Special Report - And Now for Something Completely Different

New aircraft designs are in development but many argue a paradigm shift is needed sooner rather than later if aviation is to meet its environmental goals and move into a sustainable, profitable future

Manufacturers seem reluctant, however. Boeing is concentrating on the next derivative of the 747, for example, while Airbus will have the A320neo. The basic design of these aircraft is decades old.

But both manufacturers understand the difficulty of bringing a new model to market following problems with the Boeing 787 and Airbus A380.

According to Dr. Fassi Kafyeke, Director, Strategic Technologies, Bombardier Aerospace, manufacturers employ various techniques to mitigate the risk involved in new products, but the variables are considerable. “Bombardier’s Aircraft Portfolio Strategy Board (APSB) looks at multiple product development scenarios,” he says.

“The APSB reviews the product portfolio in order to optimize human and financial resources, and also to evaluate the overall risk associated with specific scenarios.” Invariably, it seems too much risk is attached to a radical design—especially in the present economic climate. Unfortunately for manufacturers in a competitive market, a company has to develop new lines. “The global economic situation is one more reason to improve the efficiency of our aircraft,” says Mauro Kern, Executive Vice President, New Programs, Airline Market, Embraer.

“Any new aircraft design will have to balance adequate performance and new technologies improvements with the right economics, because those are the big variables in airlines’ decisions.”

The number of new aircraft on order shows the importance of operational efficiency gains. But many still voice concerns over incremental improvements as opposed to major innovation. Re-engining has become a key phrase and minor airframe modifications a common sight.

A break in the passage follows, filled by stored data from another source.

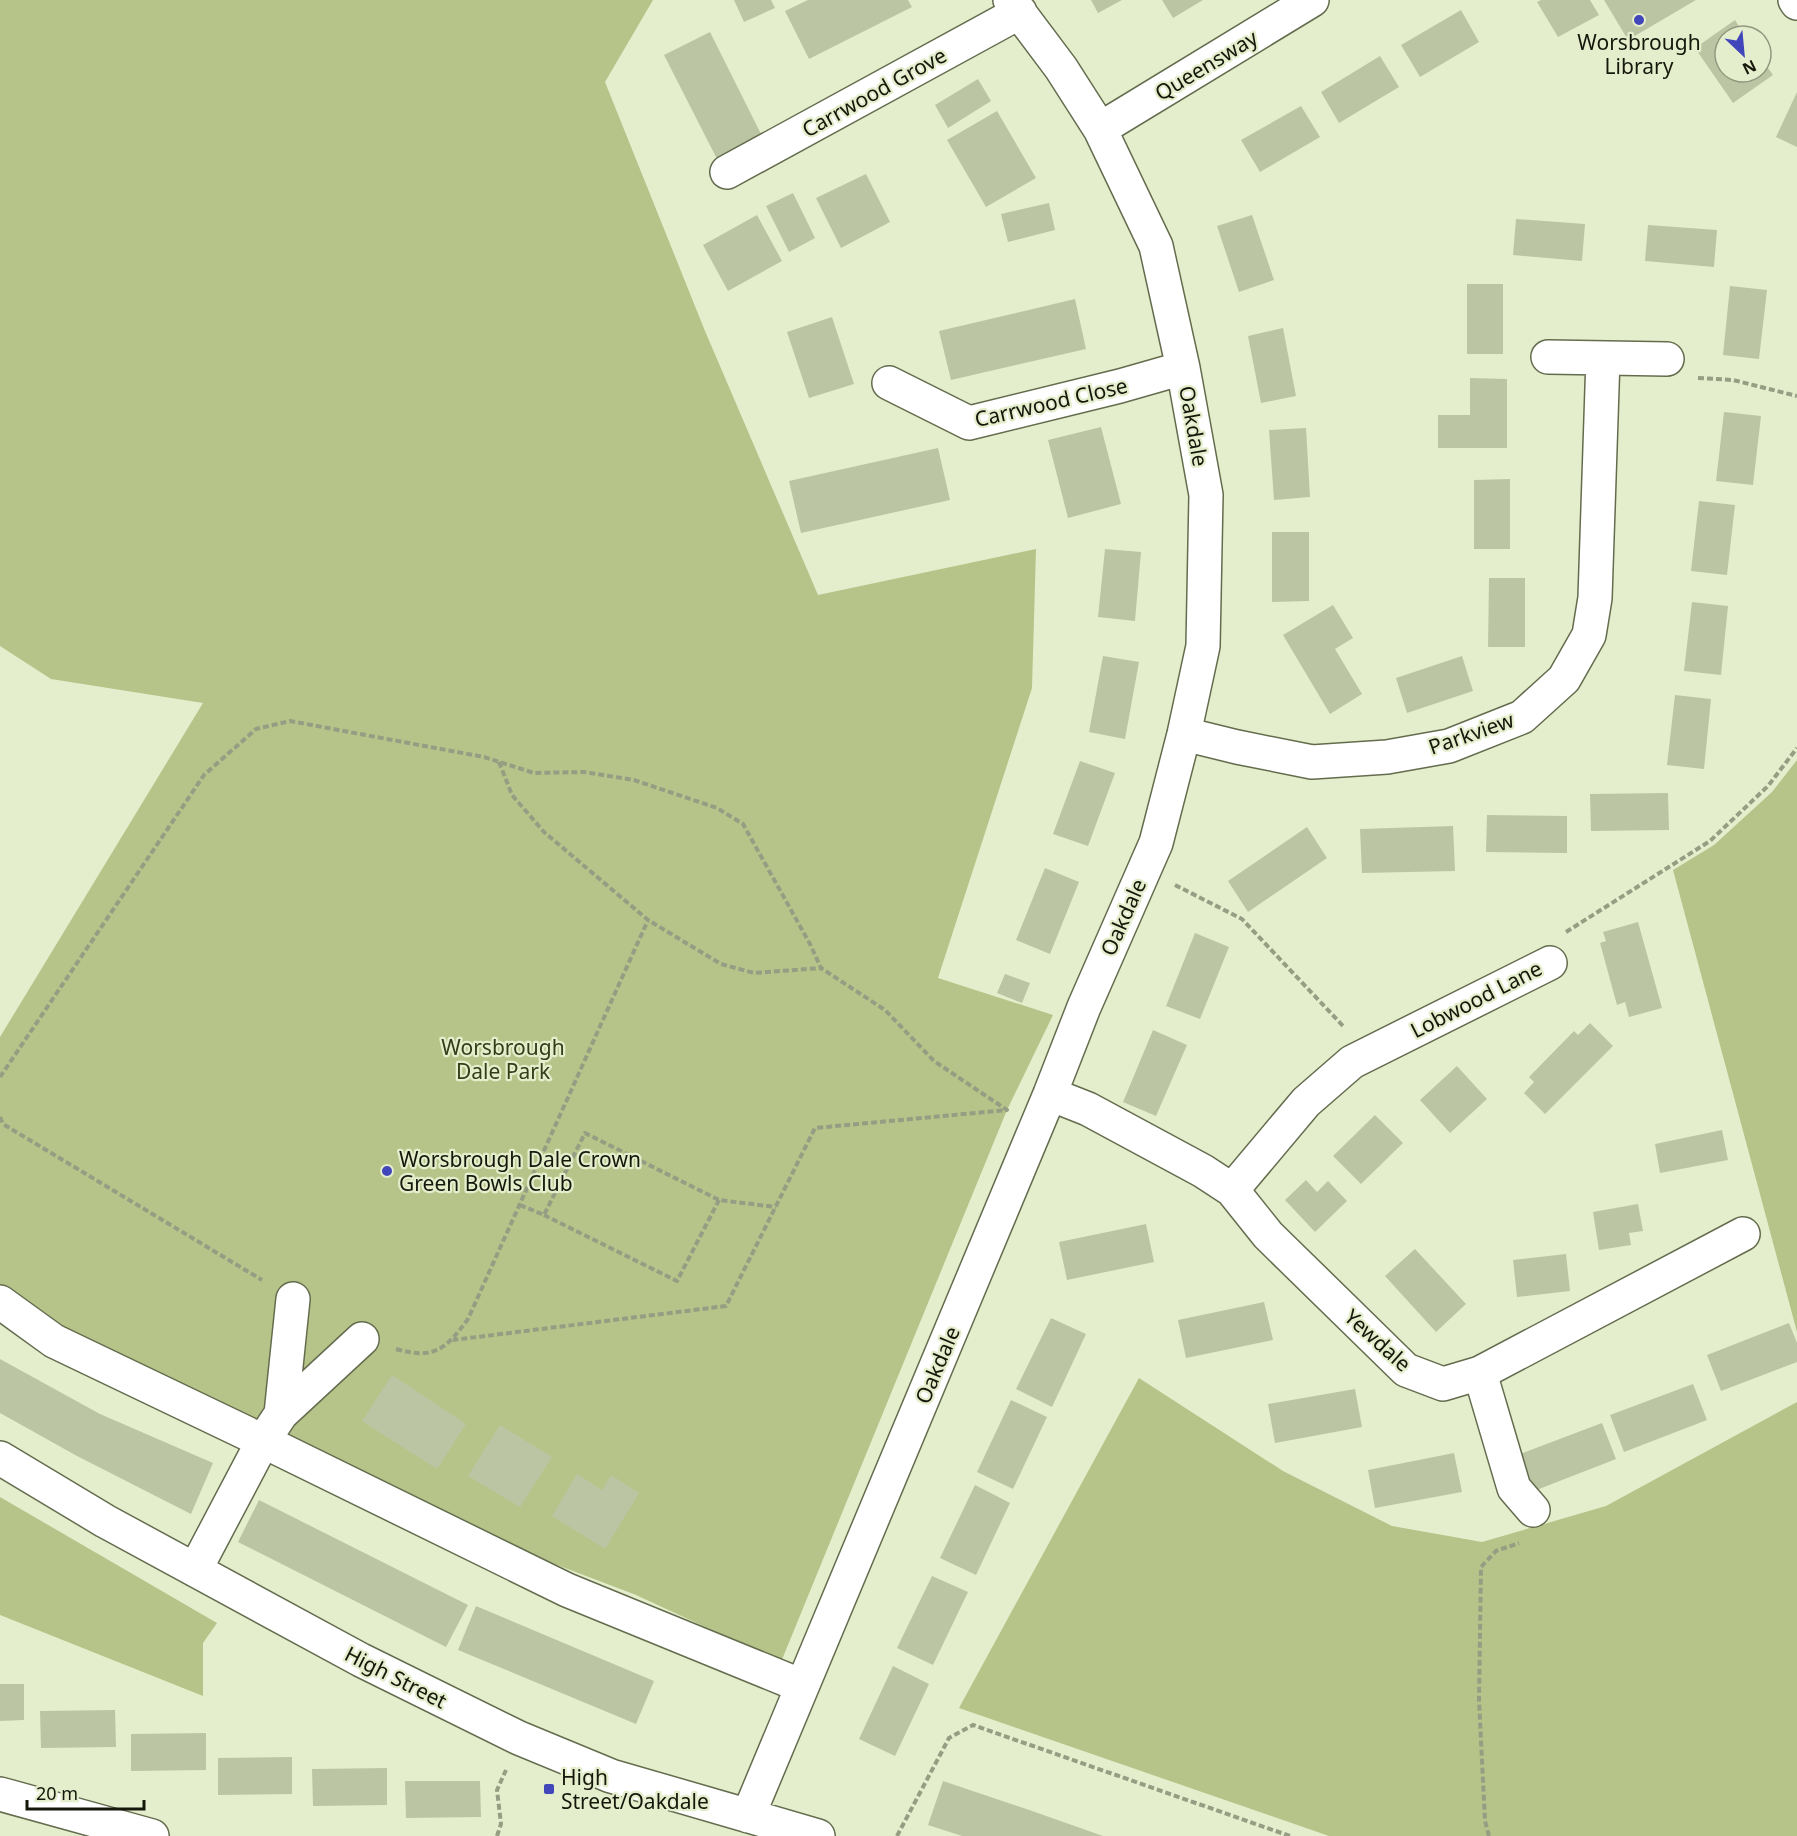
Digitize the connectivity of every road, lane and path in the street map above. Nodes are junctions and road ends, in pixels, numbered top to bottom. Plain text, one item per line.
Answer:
1 (1312, 0) edge
2 (1016, 6) edge
3 (1100, 129) junction
4 (727, 172) dead end
5 (1548, 357) dead end
6 (1604, 358) junction
7 (1667, 359) joint
8 (1183, 368) junction
9 (889, 383) dead end
10 (1797, 396) edge
11 (1184, 734) junction
12 (1797, 748) edge
13 (499, 762) junction
14 (1144, 870) junction
15 (648, 920) junction
16 (1550, 963) joint
17 (821, 968) junction
18 (1370, 1053) junction
19 (0, 1077) edge
20 (1050, 1094) junction
21 (0, 1117) edge
22 (1232, 1190) junction
23 (719, 1200) junction
24 (520, 1205) junction
25 (776, 1208) junction
26 (544, 1215) junction
27 (1743, 1234) dead end
28 (293, 1299) joint
29 (0, 1302) edge
30 (362, 1339) joint
31 (453, 1340) junction
32 (1480, 1373) junction
33 (272, 1428) junction
34 (0, 1458) edge
35 (1533, 1509) dead end
36 (1530, 1542) dead end
37 (195, 1570) junction
38 (802, 1686) junction
39 (519, 1738) junction
40 (0, 1794) edge
41 (748, 1816) junction
42 (152, 1836) edge
43 (497, 1836) edge
44 (818, 1836) edge
45 (897, 1836) edge
46 (1290, 1836) edge
47 (1489, 1836) edge

1 - 3 street, Queensway
2 - 3 street, Oakdale
2 - 4 street, Carrwood Grove
3 - 8 street, Oakdale
5 - 6 street
6 - 7 street
6 - 11 street, Parkview
7 - 10 path
8 - 9 street, Carrwood Close
8 - 11 street, Oakdale
11 - 14 street, Oakdale
12 - 16 path, Lobwood Lane
13 - 15 path
13 - 17 path
13 - 19 path
14 - 18 path
14 - 20 street, Oakdale
15 - 17 path
15 - 24 path
16 - 18 street, Lobwood Lane
17 - 25 path
18 - 22 street, Lobwood Lane
20 - 22 street, Yewdale
20 - 38 street, Oakdale
21 - 28 path
22 - 32 street, Yewdale
23 - 25 path
23 - 26 path
23 - 26 path
24 - 26 path
24 - 31 path
25 - 31 path
27 - 32 street, Yewdale
28 - 33 street
29 - 33 street
30 - 31 path
30 - 33 street
32 - 35 street
33 - 37 street
33 - 38 street
34 - 37 street, High Street
36 - 47 path
37 - 39 street, High Street
38 - 41 street, Oakdale
39 - 41 street, High Street
39 - 43 path
40 - 42 street
41 - 44 street, High Street
45 - 46 path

History suggests that this will change sooner or later, however. From the first jet to the likes of the Boeing 747, paradigm shifts have become part and parcel of the aviation industry.

Turboprops Ride Again

With the environment and fuel efficiency continuing to dominate industry thinking, the benefits of turboprops have become a hot topic once again.

Designed for short-haul routes, turboprops are more fuel efficient than similar‑sized jets and generate a smaller carbon footprint. Critically, new generation turboprops also produce a smaller noise footprint above and around the airport.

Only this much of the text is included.